И приснилось ей, что она вовсе не спит и будто она дома, в постели, в своей комнате. По правую руку от нее лежит сын, по левую — дочь. Дети спят. А на улице бушует гроза, в окна бьют молнии. А у нее в доме не закрыта вьюшка. И надо подняться, закрыть ее, чтобы через дымоход в дом не влетела молния. Но она не может подняться. Сын с правой стороны клонит ее голову к подушке, дочь — с левой. И оба плачут, умоляют сквозь сон: «Не уходи, мама, не уходи. Как мы без тебя жить будем?..»
Молния уже нацелена на ее дом. Большой и громадный человек не человек — черт с лысого болота — выпустил молнию на черную ладонь и потехи своей ради направил в Ульяну. Надо закрыть вьюшку, но Ульяна не может оторваться от детей, канатами привязали они ее к себе, по волоску прикрутили голову к подушке. Она смотрит в черный зев печи и видит в нем свою смерть: нагнала все же, настигла. «Погоди, не спеши радоваться, — думает Ульяна, глядя на свою смерть. — Сейчас закрою вьюшку и заслонку, и жарься в печи».
Ульяна приподнимается, но детский воздушный красный шарик уже в предпечье. Выпрыгнул из черной и густой, как собачья шерсть, сажи, подскочил, свалился на пол и покатился волчком, нечистой силой поплыл по дому к кровати. Жаром обожгло шею...
Ульяна взмахнула руками, обхватила детские головенки, чтобы не повыжгло им глаза, притянула к своей груди.
...Снаряд ударил в косяк двери. Выворотил дверь, разворотил печь. Осколок попал Ульяне в шею. Взрывная волна подняла и бросила ее на деревянные полати, на детей, словно предоставляя им в последний раз взглянуть на свою мать. Но и в этой последней прихоти судьбы не было милосердия. Волна подняла ее легко, как шалый осенний ветер поднимает с земли покоробленный последний сухой лист, сам не зная, для чего. А смерть ее была мгновенной и легкой.
Она лежала на деревянных нарах, подтянув к себе ноги в тяжелых рыжих сапогах, среди тряпья и хлама, откинув на темную рогожку бескровное спокойное лицо. Синие и красные сполохи беспокойной ночи судорожно, но безразлично ощупывали ее уже начавшее светлеть и заостряться лицо. Ребятишки ползали по телу матери, кричали и плакали. Хватали неподвижные руки, стремясь поднять ее и поставить на ноги...
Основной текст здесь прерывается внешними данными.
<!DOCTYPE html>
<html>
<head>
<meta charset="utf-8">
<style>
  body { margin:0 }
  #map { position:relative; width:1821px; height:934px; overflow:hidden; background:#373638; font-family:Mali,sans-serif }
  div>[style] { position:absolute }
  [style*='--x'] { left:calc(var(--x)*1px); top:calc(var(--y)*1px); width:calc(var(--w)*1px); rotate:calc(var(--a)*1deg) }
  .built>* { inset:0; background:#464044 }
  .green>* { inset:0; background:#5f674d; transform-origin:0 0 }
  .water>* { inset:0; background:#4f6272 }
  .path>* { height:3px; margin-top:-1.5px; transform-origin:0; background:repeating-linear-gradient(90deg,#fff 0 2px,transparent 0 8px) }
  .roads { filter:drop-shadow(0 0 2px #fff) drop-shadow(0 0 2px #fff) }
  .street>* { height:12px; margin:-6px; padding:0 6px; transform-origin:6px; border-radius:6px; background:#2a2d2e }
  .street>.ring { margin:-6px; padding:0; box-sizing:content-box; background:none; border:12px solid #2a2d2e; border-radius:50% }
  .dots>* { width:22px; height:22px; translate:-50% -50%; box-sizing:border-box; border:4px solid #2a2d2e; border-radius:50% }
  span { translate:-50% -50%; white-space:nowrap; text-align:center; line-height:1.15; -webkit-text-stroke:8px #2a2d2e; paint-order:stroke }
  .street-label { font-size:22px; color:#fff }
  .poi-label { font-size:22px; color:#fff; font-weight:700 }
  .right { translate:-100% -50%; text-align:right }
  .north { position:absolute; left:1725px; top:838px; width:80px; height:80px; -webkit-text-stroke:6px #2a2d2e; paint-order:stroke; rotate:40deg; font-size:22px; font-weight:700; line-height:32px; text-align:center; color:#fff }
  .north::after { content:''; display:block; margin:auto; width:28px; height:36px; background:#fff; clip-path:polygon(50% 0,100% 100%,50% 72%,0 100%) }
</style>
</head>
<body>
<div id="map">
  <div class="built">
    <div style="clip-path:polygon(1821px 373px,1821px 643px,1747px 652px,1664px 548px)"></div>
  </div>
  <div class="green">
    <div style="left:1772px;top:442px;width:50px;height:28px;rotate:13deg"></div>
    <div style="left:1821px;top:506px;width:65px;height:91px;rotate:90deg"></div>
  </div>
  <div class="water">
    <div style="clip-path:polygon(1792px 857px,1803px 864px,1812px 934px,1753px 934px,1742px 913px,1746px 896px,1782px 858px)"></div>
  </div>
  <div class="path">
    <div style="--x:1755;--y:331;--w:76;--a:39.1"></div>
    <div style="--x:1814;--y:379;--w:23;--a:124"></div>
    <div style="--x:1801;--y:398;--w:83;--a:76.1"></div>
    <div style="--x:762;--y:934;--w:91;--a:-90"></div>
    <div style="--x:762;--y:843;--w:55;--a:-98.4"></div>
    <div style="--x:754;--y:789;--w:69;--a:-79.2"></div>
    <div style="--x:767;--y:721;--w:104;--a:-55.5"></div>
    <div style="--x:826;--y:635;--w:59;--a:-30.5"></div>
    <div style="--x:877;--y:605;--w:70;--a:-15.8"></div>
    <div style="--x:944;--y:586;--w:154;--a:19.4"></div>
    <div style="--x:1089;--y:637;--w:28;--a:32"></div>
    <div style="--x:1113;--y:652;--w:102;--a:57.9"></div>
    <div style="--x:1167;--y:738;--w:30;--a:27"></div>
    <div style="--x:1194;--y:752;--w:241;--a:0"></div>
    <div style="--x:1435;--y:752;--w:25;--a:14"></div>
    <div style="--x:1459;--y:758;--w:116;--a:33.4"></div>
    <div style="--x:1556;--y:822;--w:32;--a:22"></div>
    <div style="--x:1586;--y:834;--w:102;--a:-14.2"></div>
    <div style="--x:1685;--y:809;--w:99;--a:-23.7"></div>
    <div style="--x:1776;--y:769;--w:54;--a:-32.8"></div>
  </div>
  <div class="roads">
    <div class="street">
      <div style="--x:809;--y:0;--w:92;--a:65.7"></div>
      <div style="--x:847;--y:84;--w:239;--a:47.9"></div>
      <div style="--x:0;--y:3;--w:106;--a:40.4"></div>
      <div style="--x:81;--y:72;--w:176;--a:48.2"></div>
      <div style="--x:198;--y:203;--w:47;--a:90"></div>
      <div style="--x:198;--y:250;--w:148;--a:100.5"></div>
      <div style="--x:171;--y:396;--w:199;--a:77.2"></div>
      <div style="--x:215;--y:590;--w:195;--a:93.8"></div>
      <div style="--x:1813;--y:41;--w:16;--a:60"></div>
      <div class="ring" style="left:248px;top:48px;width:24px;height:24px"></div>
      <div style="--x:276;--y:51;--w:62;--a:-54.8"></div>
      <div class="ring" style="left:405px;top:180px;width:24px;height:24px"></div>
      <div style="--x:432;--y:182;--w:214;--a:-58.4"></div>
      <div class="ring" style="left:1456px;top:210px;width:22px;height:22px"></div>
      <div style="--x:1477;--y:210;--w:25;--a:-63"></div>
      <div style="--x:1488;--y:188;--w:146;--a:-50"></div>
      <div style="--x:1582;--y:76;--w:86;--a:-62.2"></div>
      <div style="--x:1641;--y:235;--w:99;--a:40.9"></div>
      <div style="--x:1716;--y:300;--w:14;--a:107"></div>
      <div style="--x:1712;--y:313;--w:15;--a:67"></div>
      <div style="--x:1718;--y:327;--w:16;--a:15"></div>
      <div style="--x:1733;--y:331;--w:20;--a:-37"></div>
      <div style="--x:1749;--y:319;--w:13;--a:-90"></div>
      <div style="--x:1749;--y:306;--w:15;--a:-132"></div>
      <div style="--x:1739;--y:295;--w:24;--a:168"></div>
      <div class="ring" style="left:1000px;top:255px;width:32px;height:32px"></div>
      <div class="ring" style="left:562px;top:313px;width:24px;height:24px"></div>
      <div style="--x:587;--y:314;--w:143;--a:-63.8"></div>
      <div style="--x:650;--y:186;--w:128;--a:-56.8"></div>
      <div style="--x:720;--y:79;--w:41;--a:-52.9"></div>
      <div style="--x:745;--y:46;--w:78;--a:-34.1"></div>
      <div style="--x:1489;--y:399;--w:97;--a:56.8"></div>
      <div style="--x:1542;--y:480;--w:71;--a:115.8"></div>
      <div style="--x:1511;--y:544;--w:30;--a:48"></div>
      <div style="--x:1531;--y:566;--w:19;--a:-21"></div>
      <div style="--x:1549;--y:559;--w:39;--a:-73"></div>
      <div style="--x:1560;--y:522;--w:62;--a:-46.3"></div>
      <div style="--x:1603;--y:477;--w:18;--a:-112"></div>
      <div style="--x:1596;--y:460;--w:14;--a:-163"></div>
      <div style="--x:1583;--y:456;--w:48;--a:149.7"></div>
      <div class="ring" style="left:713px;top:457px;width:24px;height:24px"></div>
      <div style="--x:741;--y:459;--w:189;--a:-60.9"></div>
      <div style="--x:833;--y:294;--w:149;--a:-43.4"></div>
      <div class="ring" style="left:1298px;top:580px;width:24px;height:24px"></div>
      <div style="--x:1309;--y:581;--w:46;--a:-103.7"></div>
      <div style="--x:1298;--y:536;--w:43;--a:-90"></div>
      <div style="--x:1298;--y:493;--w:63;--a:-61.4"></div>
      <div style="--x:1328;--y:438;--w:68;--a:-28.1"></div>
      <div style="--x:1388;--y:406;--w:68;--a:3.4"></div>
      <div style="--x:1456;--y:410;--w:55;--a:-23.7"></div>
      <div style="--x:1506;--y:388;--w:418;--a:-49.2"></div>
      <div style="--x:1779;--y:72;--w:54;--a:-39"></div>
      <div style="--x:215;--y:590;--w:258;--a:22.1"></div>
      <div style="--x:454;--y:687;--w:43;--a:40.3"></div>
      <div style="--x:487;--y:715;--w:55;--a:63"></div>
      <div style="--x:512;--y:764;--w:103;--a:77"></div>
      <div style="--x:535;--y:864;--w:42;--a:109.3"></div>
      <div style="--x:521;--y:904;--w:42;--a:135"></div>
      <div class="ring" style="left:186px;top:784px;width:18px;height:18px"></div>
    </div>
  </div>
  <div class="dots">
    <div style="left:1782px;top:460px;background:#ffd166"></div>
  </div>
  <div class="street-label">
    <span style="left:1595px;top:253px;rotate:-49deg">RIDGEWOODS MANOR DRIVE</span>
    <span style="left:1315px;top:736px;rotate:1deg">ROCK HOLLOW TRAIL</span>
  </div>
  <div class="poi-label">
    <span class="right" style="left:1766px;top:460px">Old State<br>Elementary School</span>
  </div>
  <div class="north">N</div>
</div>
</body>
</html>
Старуха соскочила с полатей еще до того, как на них рухнуло тело женщины. И сейчас она молча, со слезами на глазах, смотрела на детей. В распахнутые без стекол окна било пламя горящей на огороде копны сена, и ей были хорошо видны наливающиеся синью губы женщины, синеющие от крика и плача лица детей. Руки их были в материнской крови, они терли ими глаза. И по щекам их, казалось, катится кровь. Старуха на своем веку насмотрелась всякого, и ей не то чтобы не было жалко детей, она была безразлична к их судьбе. На ее глазах сотни раз умирали и взрослые, и дети, и свои, родные, и чужие, и она привыкла к смерти. Но такое она видела впервые и не могла остаться равнодушной, испугалась, забыла даже про свой сгоревший дом. Закрыла лицо руками, чтобы не видеть детей, и отошла к окну, пробормотала: «Пронеси и пощади», перекрестилась на пламя пожара и выбежала сквозь проем двери на улицу. Дверь была сорвана и валялась под кирпичами на полу.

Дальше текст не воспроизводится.